Seymour
Hersh, de gelauwerde journalist die wereldwijd bekend werd door zijn
verslag over het My Lai-bloedbad tijdens de Vietnam oorlog en de
manier waarop de VS destijds deze enorme oorlogsmisdaad, zelfs een
misdaad tegen de menselijkheid, in de doofpot probeerde te
stoppen…..
Hersh
ligt onder vuur vanwege de vragen en kritiek die hij heeft over het officiële verhaal aangaande de gevangenneming en moord op Osama bin
Laden.

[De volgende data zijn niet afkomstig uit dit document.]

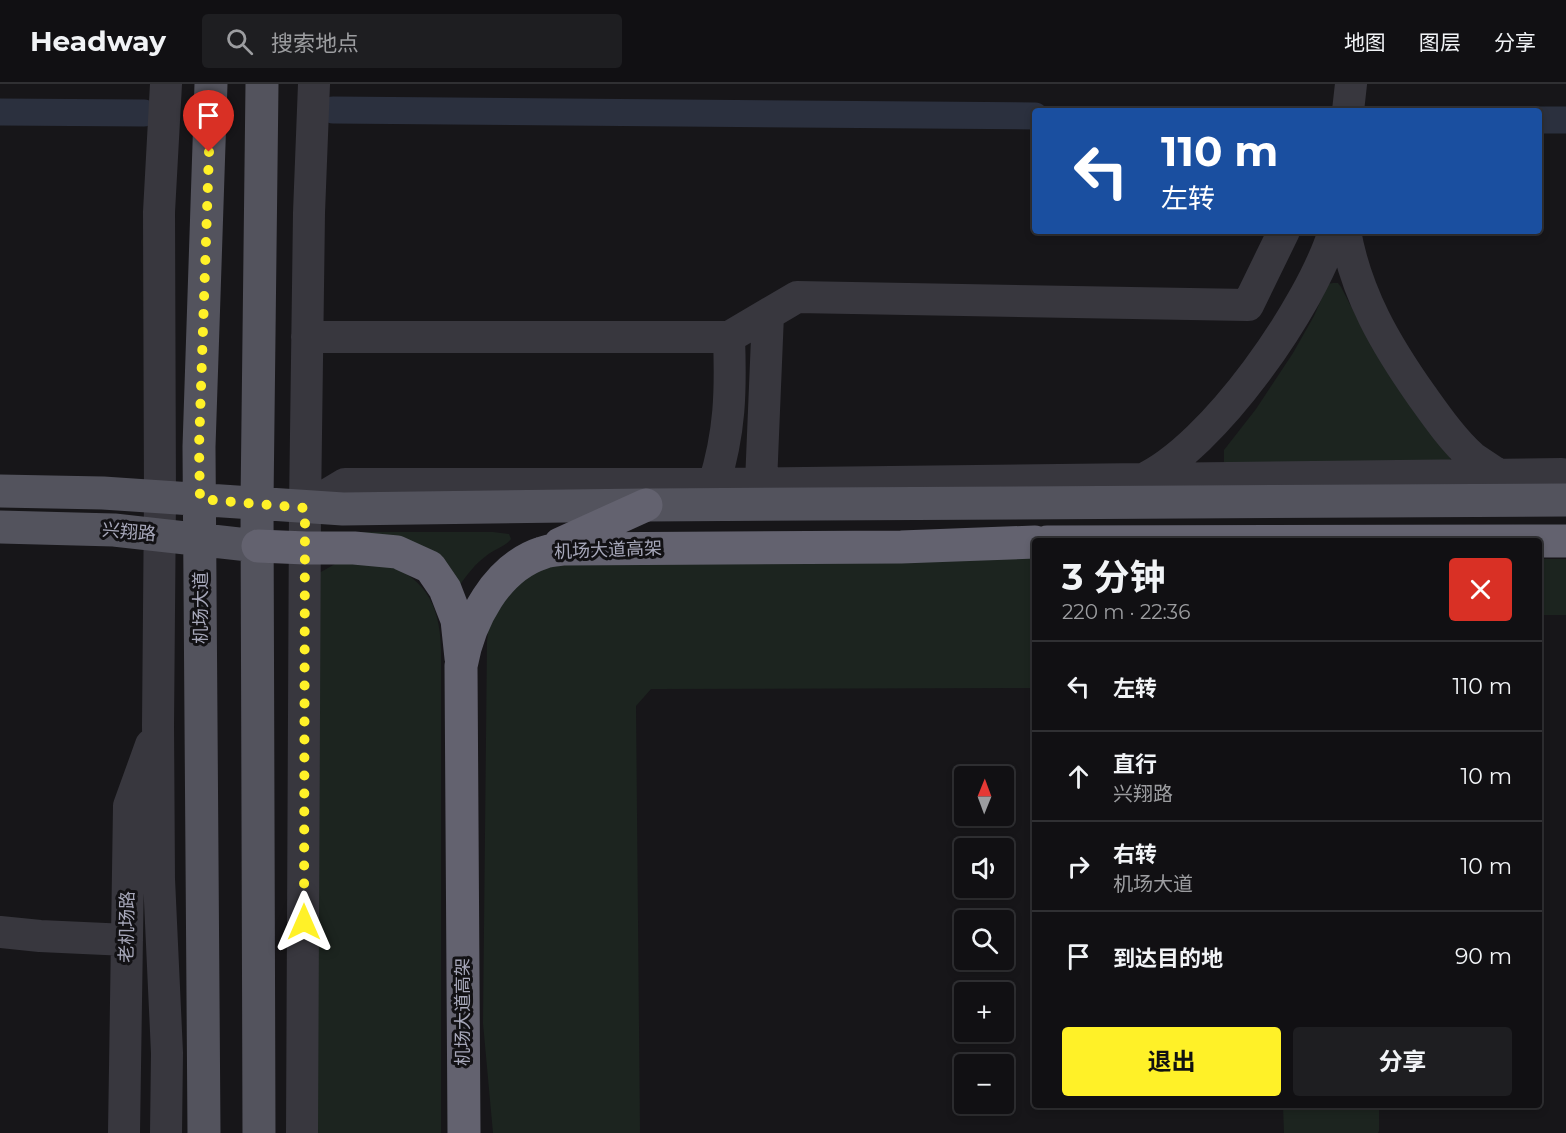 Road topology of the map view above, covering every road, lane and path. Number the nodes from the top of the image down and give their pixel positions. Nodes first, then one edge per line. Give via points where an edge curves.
1 (166, 84) edge
2 (212, 84) edge
3 (262, 84) edge
4 (314, 84) edge
5 (1351, 84) edge
6 (1348, 108) edge
7 (1283, 234) edge
8 (1333, 234) edge
9 (1346, 234) edge
10 (768, 314) junction
11 (307, 337) junction
12 (729, 338) junction
13 (1503, 478) junction
14 (1143, 479) junction
15 (761, 483) junction
16 (714, 484) junction
17 (1565, 486) edge
18 (0, 491) edge
19 (160, 497) junction
20 (1459, 500) junction
21 (257, 503) junction
22 (819, 504) junction
23 (1052, 504) junction
24 (646, 505) junction
25 (305, 508) junction
26 (201, 521) junction
27 (0, 527) edge
28 (160, 534) junction
29 (1047, 538) edge
30 (1542, 541) edge
31 (1566, 541) edge
32 (1032, 542) edge
33 (258, 546) junction
34 (306, 548) junction
35 (542, 552) junction
36 (461, 666) junction
37 (158, 725) junction
38 (0, 932) edge
39 (127, 940) junction
40 (465, 1123) edge
41 (124, 1133) edge
42 (166, 1133) edge
43 (204, 1133) edge
44 (259, 1133) edge
45 (302, 1133) edge

1 - 19 street via 159,212
2 - 26 main road, 机场大道 via 199,447
3 - 21 main road
4 - 11 street
5 - 6 street
7 - 10 street via 1248,305 797,297
8 - 14 street via 1306,293 1266,359 1183,452
9 - 13 street via 1350,261 1369,310 1396,360 1436,416 1472,456
10 - 12 street
10 - 15 street
11 - 12 street
11 - 25 street
12 - 16 street via 729,418
13 - 14 street
13 - 17 street
13 - 20 street
14 - 15 street
14 - 23 street via 1121,489
15 - 16 street
16 - 25 street via 345,484
17 - 20 main road
18 - 19 main road, 兴翔路
19 - 26 main road, 兴翔路
19 - 28 street
20 - 23 main road
21 - 25 main road, 兴翔路
21 - 26 main road, 兴翔路
21 - 33 main road
22 - 23 main road
22 - 24 main road, 兴翔路
22 - 29 main road
24 - 25 main road, 兴翔路
24 - 35 highway
25 - 34 street
26 - 28 main road, 兴翔路
26 - 33 main road, 兴翔路
26 - 43 main road, 机场大道
27 - 28 main road, 兴翔路
28 - 37 street
30 - 31 highway
32 - 35 highway, 机场大道高架
33 - 34 highway
33 - 44 main road
34 - 36 highway via 397,552 430,567 445,589 457,620
34 - 45 street
35 - 36 highway, 机场大道高架 via 511,569 500,580 478,617
36 - 40 highway, 机场大道高架
37 - 39 street, 老机场路 via 129,806
37 - 42 street
38 - 39 street
39 - 41 street, 老机场路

Het bewuste artikel van Hersh over deze zaak vind je als
vierde link in het begin van het artikel dat Tyler Durden schreef
over Hersh (de link vind je onder de volgende woorden ‘Osama bin
Laden death narrative’ >> lezen mensen!!)
Hersh
schreef een biografie waarin hij tien onthullingen doet, o.a. -het
plan van de VS om hegemonie van de VS in het Midden-Oosten te vestigen, -de eerste plannen
voor een VS invasie van Syrië, -de zogenaamde manipulatie van de VS
presidentsverkiezingen door de Russen (waar de NSA zelfs toegeeft niets te weten >> lees het artikel bij onthulling nummer vier) en -de ‘vergiftiging van de Skripals’.
Ondanks
dat veel zaken al bekend waren is dit artikel en de biografie die
Hersh schreef, ‘Reporter: A Memoire’ (klik op de eerste rode link met
die titel in het Anti-Media artikel* hieronder voor de gegevens over dat boek)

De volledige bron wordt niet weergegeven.